**** Listed records

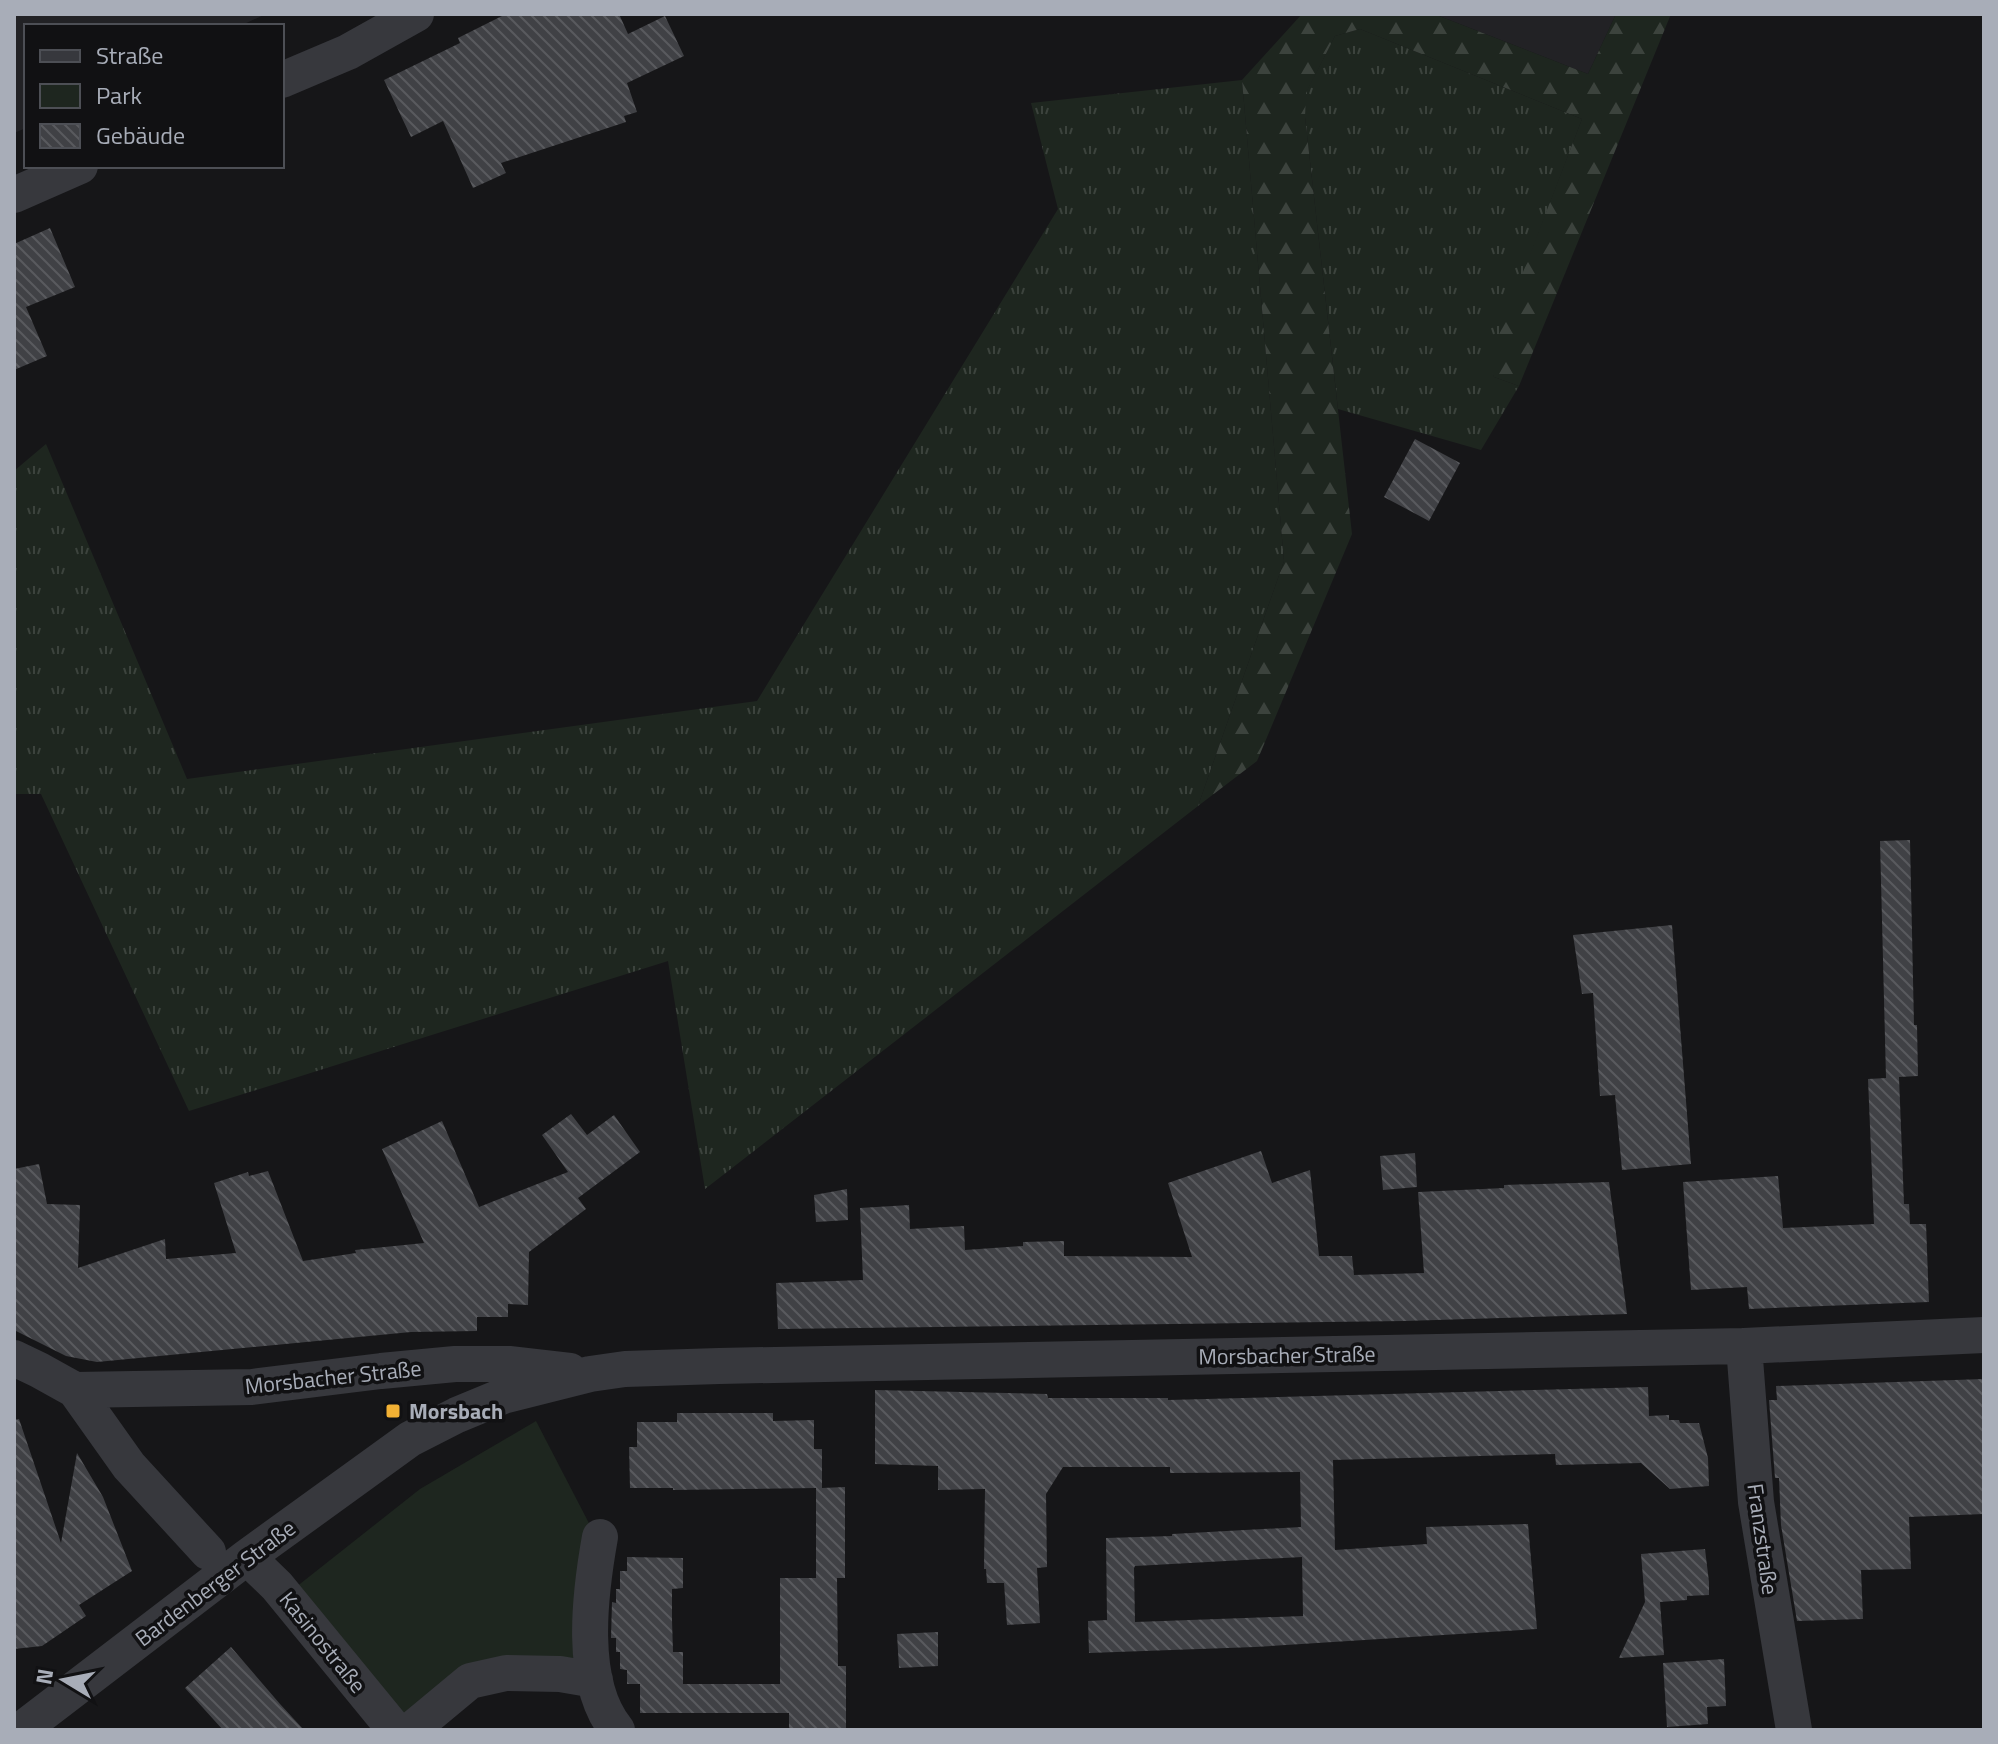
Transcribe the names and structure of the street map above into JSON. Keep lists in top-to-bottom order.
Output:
{
  "streets": {
    "street": [
      "Morsbacher Straße",
      "Franzstraße",
      "Bardenberger Straße",
      "Kasinostraße"
    ]
  },
  "crossings": [
    ["Morsbacher Straße", "Franzstraße"],
    ["Morsbacher Straße", "Bardenberger Straße"],
    ["Bardenberger Straße", "Kasinostraße"]
  ],
  "places": {
    "transit": ["Morsbach"]
  },
  "legend": ["Straße", "Park", "Gebäude"],
  "north": "left"
}
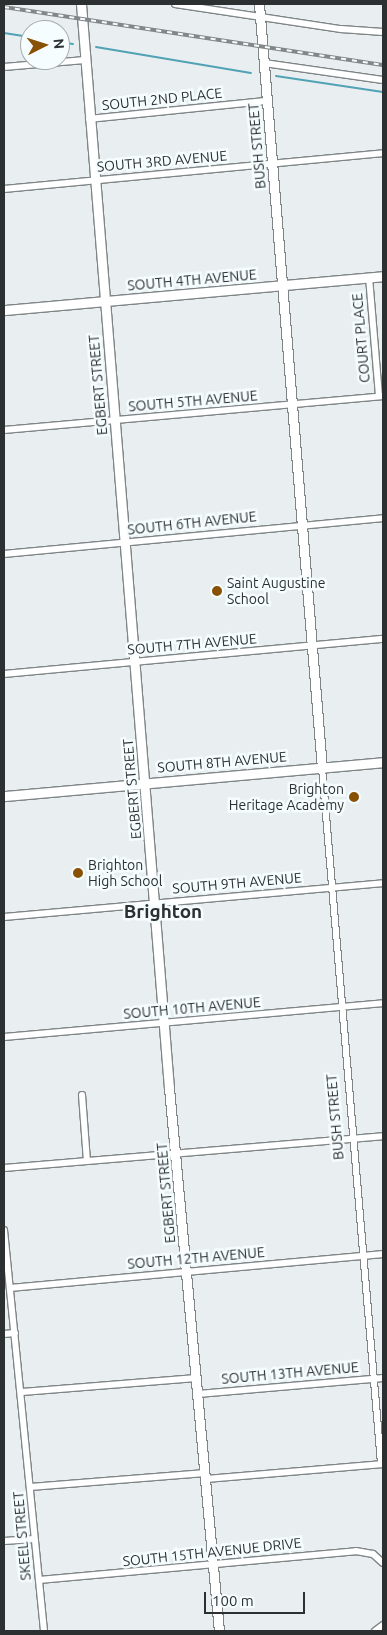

********

Task requirements
For this exercise, retype the data above exactly and skip every image.

Task answer
Transcribe the names and structure of the street map above into JSON. Keep lists in top-to-bottom order.
Output:
{
  "streets": {
    "street": [
      "Morsbacher Straße",
      "Franzstraße",
      "Bardenberger Straße",
      "Kasinostraße"
    ]
  },
  "crossings": [
    ["Morsbacher Straße", "Franzstraße"],
    ["Morsbacher Straße", "Bardenberger Straße"],
    ["Bardenberger Straße", "Kasinostraße"]
  ],
  "places": {
    "transit": ["Morsbach"]
  },
  "legend": ["Straße", "Park", "Gebäude"],
  "north": "left"
}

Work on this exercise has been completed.